TASK:
Restate the records so that not a single word differs.

RAW DATA:
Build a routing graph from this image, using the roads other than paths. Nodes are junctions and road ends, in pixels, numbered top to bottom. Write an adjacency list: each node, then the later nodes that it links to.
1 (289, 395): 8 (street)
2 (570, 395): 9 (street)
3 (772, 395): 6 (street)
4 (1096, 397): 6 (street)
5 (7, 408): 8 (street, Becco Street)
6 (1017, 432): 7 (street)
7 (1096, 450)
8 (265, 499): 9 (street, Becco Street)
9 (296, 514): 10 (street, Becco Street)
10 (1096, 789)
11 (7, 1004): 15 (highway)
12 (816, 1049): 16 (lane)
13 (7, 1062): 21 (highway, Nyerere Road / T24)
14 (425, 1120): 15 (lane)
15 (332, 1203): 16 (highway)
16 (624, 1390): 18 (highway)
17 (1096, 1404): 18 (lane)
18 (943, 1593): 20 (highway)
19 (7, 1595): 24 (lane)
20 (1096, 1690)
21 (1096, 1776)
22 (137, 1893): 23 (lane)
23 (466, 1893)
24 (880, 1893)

OUTPUT FOR THIS EXERCISE:
Build a routing graph from this image, using the roads other than paths. Nodes are junctions and road ends, in pixels, numbered top to bottom. Write an adjacency list: each node, then the later nodes that it links to.
1 (289, 395): 8 (street)
2 (570, 395): 9 (street)
3 (772, 395): 6 (street)
4 (1096, 397): 6 (street)
5 (7, 408): 8 (street, Becco Street)
6 (1017, 432): 7 (street)
7 (1096, 450)
8 (265, 499): 9 (street, Becco Street)
9 (296, 514): 10 (street, Becco Street)
10 (1096, 789)
11 (7, 1004): 15 (highway)
12 (816, 1049): 16 (lane)
13 (7, 1062): 21 (highway, Nyerere Road / T24)
14 (425, 1120): 15 (lane)
15 (332, 1203): 16 (highway)
16 (624, 1390): 18 (highway)
17 (1096, 1404): 18 (lane)
18 (943, 1593): 20 (highway)
19 (7, 1595): 24 (lane)
20 (1096, 1690)
21 (1096, 1776)
22 (137, 1893): 23 (lane)
23 (466, 1893)
24 (880, 1893)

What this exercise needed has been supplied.